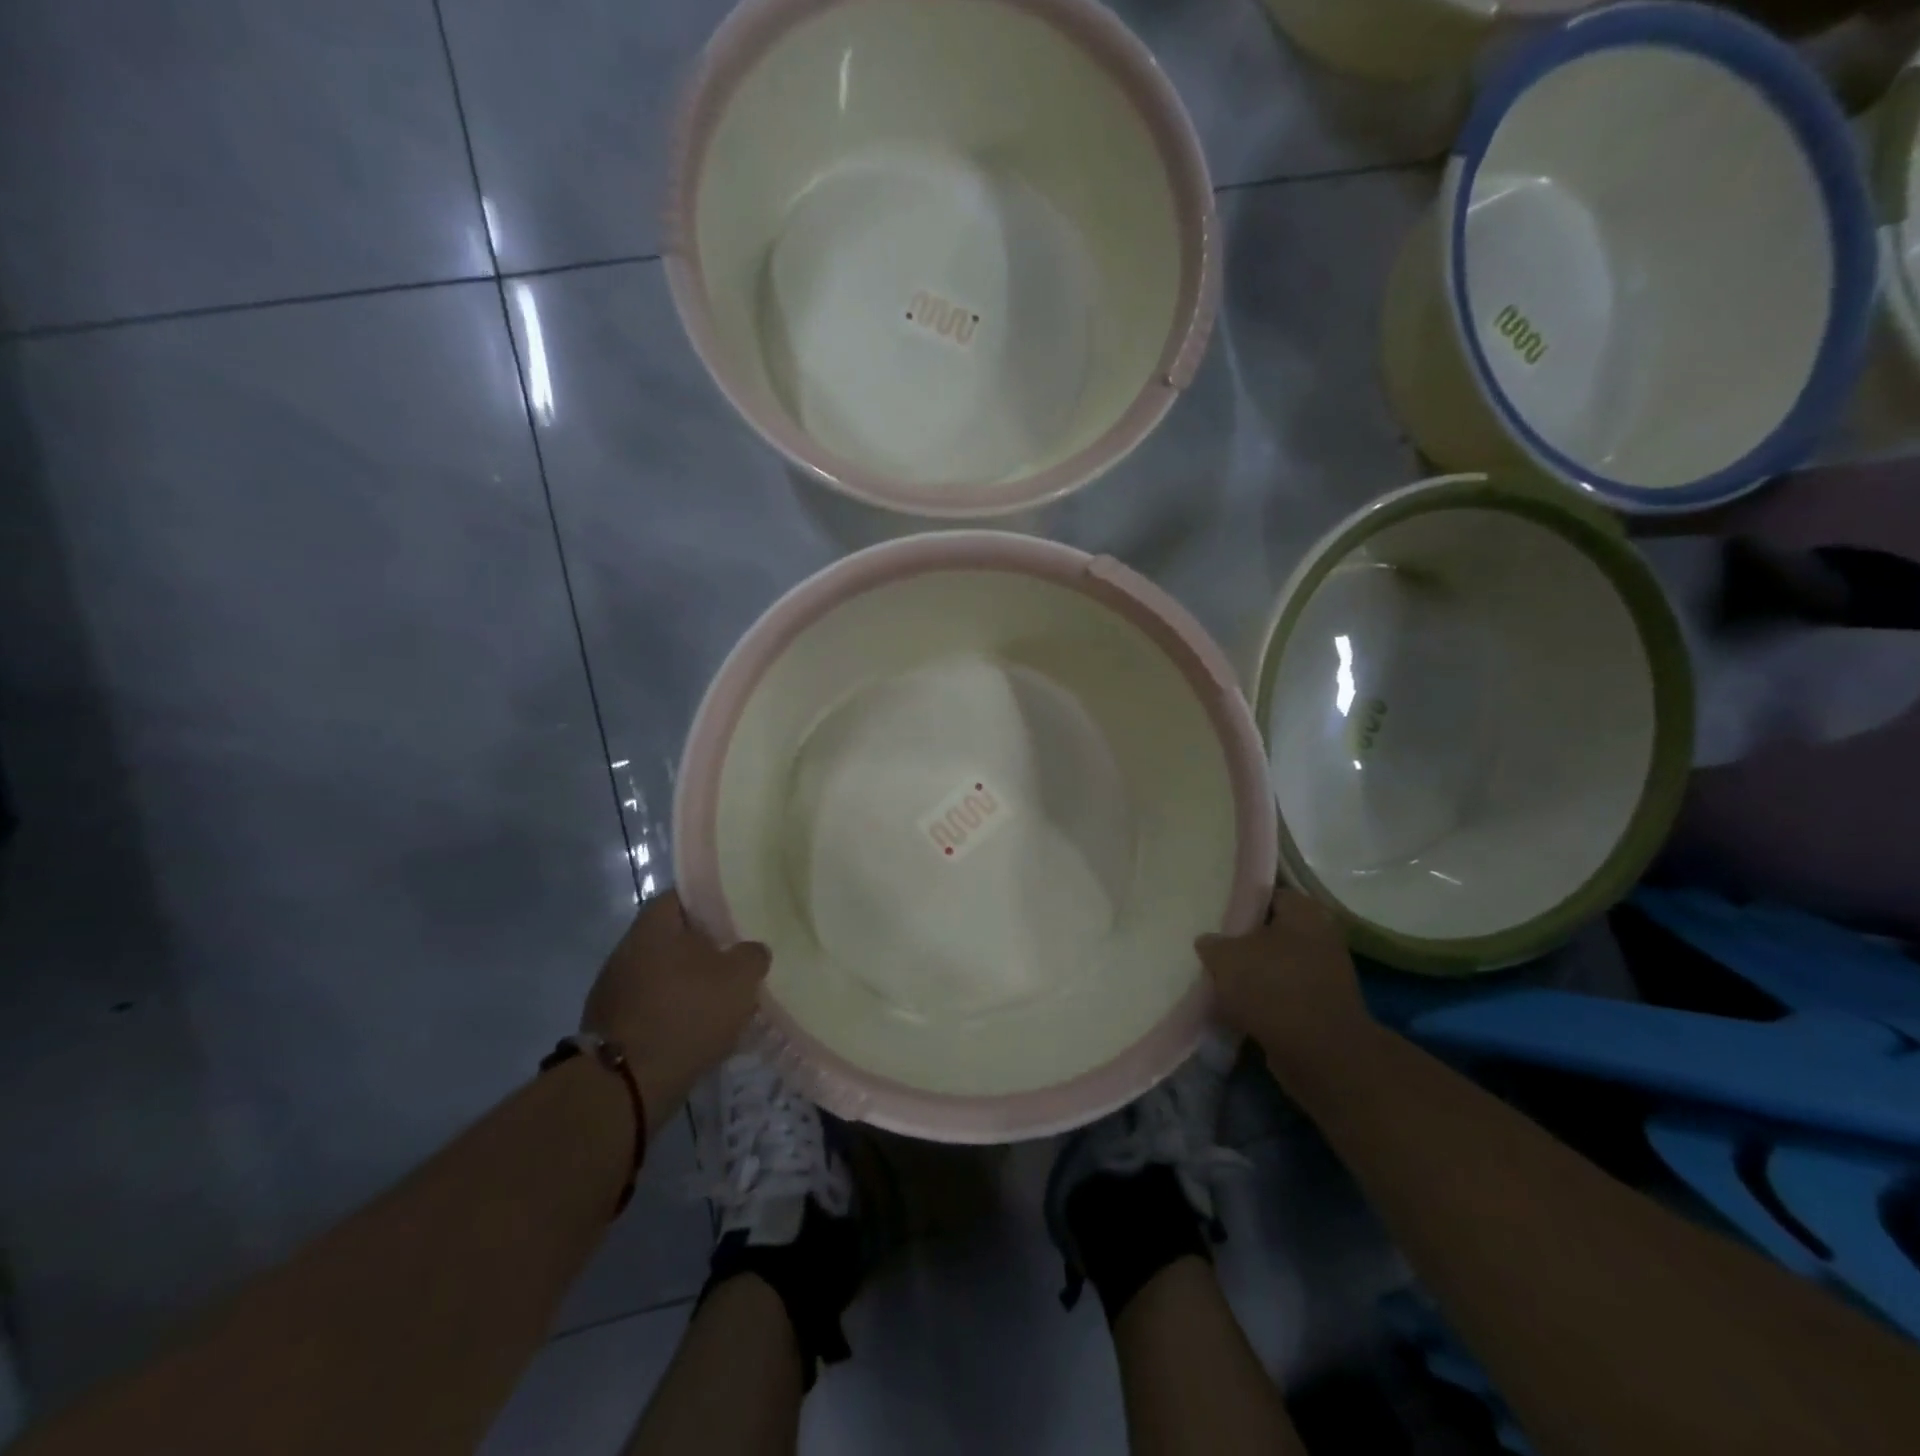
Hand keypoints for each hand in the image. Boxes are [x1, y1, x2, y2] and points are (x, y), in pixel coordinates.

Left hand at [581, 890, 769, 1132]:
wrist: (625, 1085)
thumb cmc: (687, 1013)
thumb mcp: (740, 977)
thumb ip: (752, 955)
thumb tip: (751, 951)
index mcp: (654, 925)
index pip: (683, 896)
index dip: (712, 903)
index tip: (737, 916)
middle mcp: (627, 949)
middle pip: (673, 938)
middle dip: (703, 948)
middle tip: (736, 959)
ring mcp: (614, 990)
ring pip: (662, 975)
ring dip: (688, 984)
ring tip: (722, 999)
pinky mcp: (611, 1027)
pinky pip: (651, 1008)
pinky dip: (673, 1014)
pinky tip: (697, 1031)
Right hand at [1197, 886, 1372, 1077]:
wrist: (1321, 1055)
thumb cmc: (1273, 988)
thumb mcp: (1226, 957)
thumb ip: (1212, 944)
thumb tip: (1208, 942)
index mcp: (1304, 913)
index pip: (1268, 894)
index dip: (1240, 900)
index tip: (1216, 911)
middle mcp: (1320, 938)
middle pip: (1272, 932)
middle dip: (1244, 941)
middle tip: (1212, 947)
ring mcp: (1325, 976)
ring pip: (1276, 966)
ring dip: (1252, 975)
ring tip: (1218, 979)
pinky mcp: (1321, 1010)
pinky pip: (1283, 996)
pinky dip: (1262, 1002)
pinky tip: (1234, 1008)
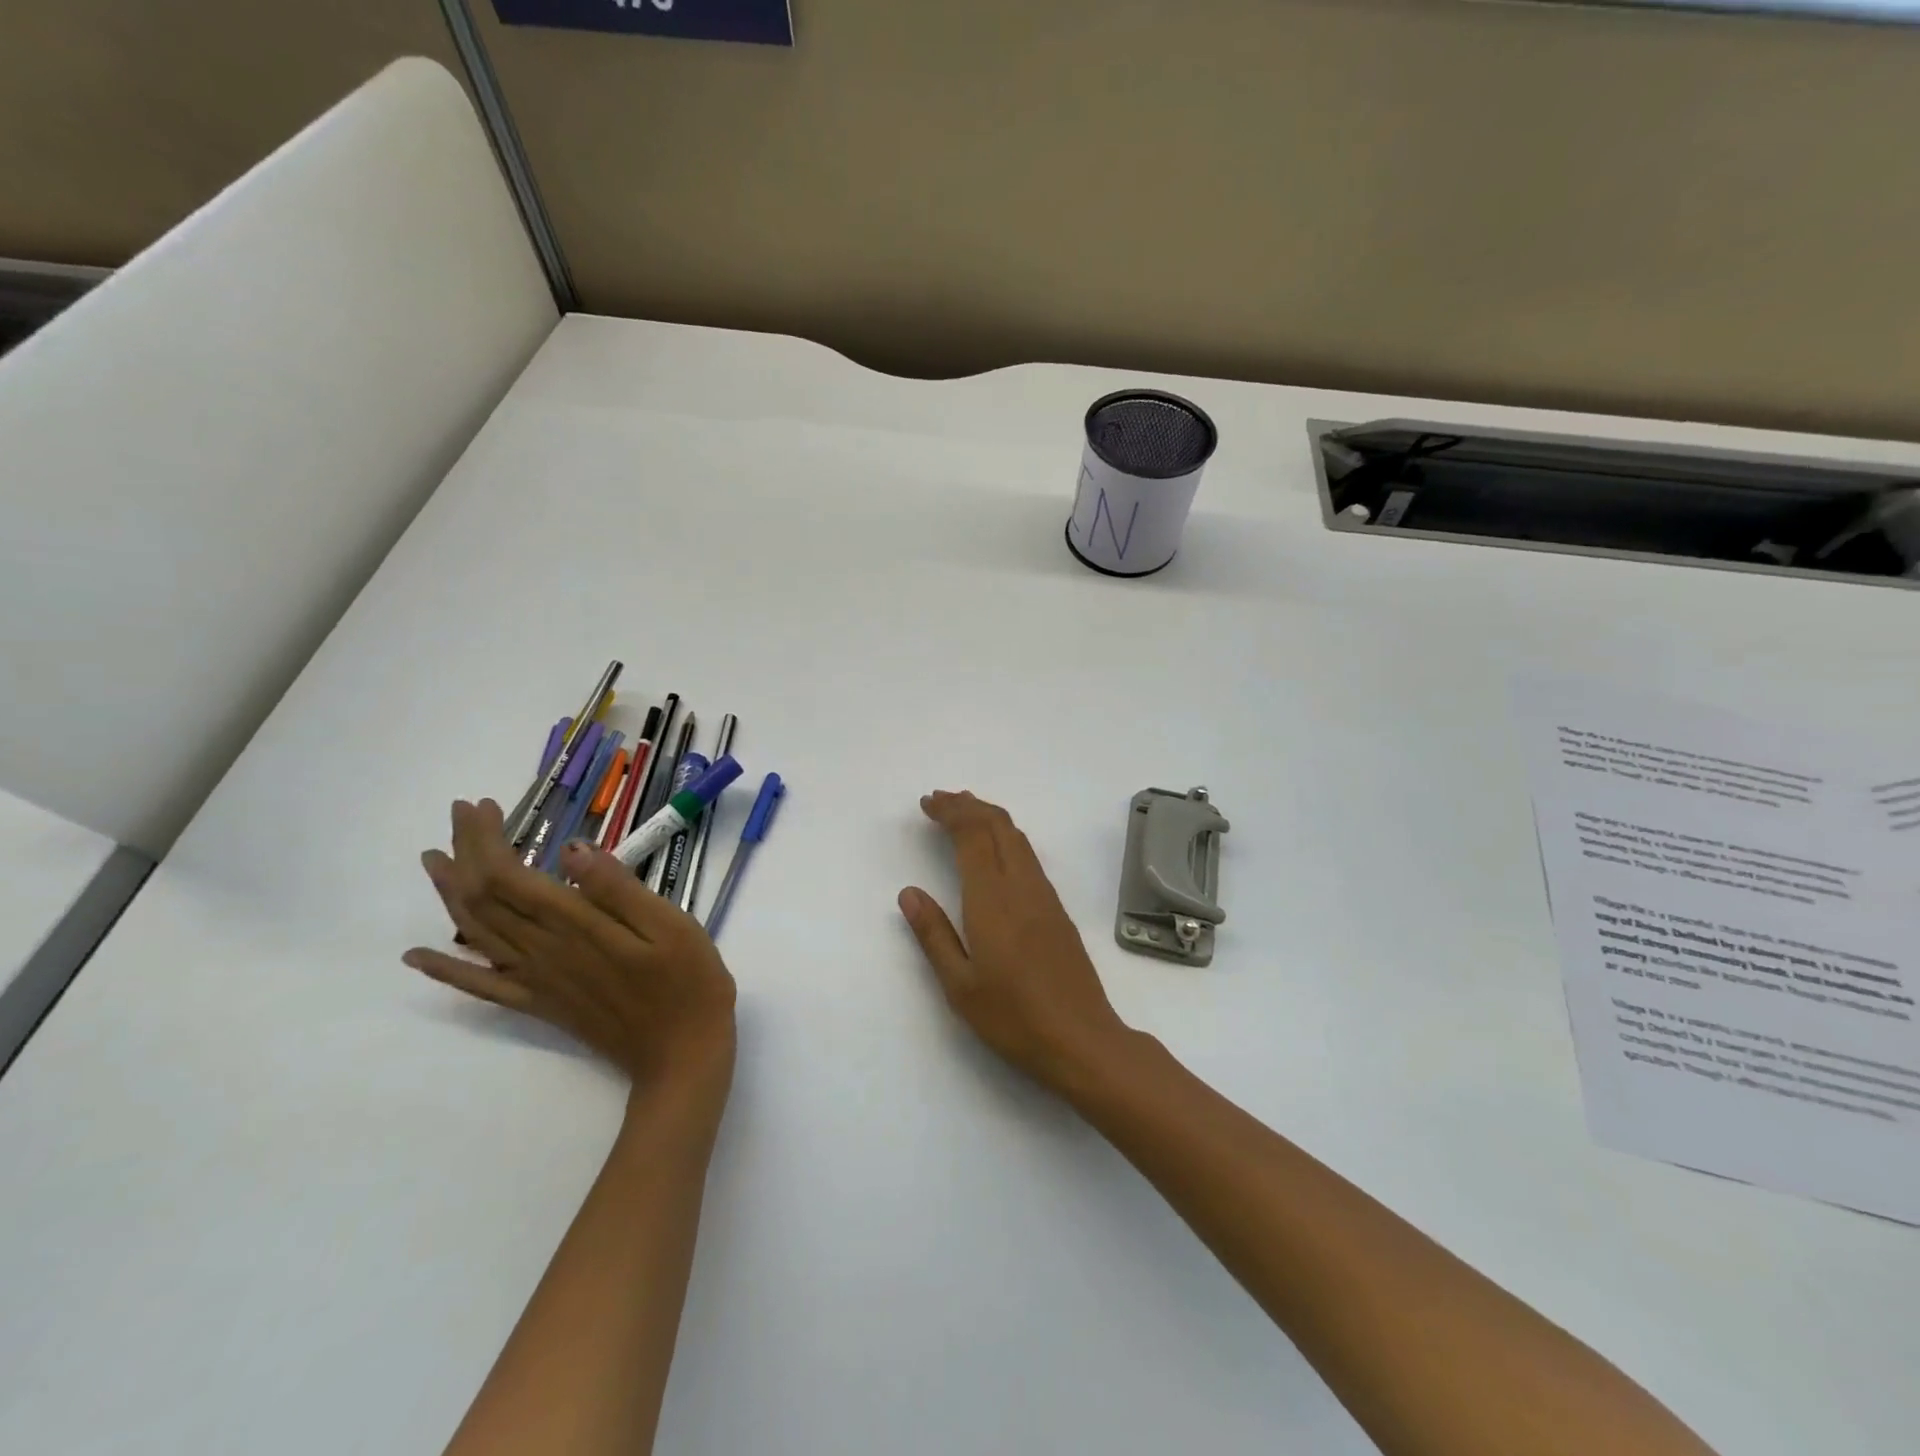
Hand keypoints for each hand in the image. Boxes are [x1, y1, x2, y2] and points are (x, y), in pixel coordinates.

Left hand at [405, 800, 736, 1107]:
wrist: (682, 1053)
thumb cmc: (689, 981)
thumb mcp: (671, 925)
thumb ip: (620, 888)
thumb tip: (573, 849)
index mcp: (576, 926)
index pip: (509, 877)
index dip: (487, 841)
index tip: (484, 807)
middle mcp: (543, 951)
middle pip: (484, 898)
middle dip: (466, 852)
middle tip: (462, 815)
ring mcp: (537, 981)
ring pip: (476, 933)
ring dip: (450, 894)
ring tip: (435, 861)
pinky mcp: (540, 1004)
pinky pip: (480, 987)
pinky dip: (445, 970)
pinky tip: (418, 957)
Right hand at [899, 791, 1133, 1092]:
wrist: (1082, 1039)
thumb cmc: (1013, 1017)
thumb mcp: (959, 985)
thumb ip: (933, 934)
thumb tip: (909, 892)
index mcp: (992, 899)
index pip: (972, 835)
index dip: (950, 812)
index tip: (927, 803)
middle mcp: (1021, 886)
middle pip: (997, 825)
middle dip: (968, 805)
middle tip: (939, 799)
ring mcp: (1044, 895)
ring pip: (1017, 837)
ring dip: (989, 816)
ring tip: (964, 812)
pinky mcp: (1057, 909)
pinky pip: (1028, 855)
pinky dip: (1005, 836)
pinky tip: (996, 850)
━━━━
What to work on:
Retype, exactly and in full, the lines above from the one containing "pinky mcp: (611, 1027)" through the one containing "thumb tip: (1208, 942)".

Response box:
pinky mcp: (611, 1027)
pinky pip: (651, 1008)
pinky dip: (673, 1014)
pinky tip: (697, 1031)
Right hand at [1197, 886, 1372, 1077]:
wrist: (1321, 1055)
thumb cmc: (1273, 988)
thumb mcp: (1226, 957)
thumb ip: (1212, 944)
thumb tip: (1208, 942)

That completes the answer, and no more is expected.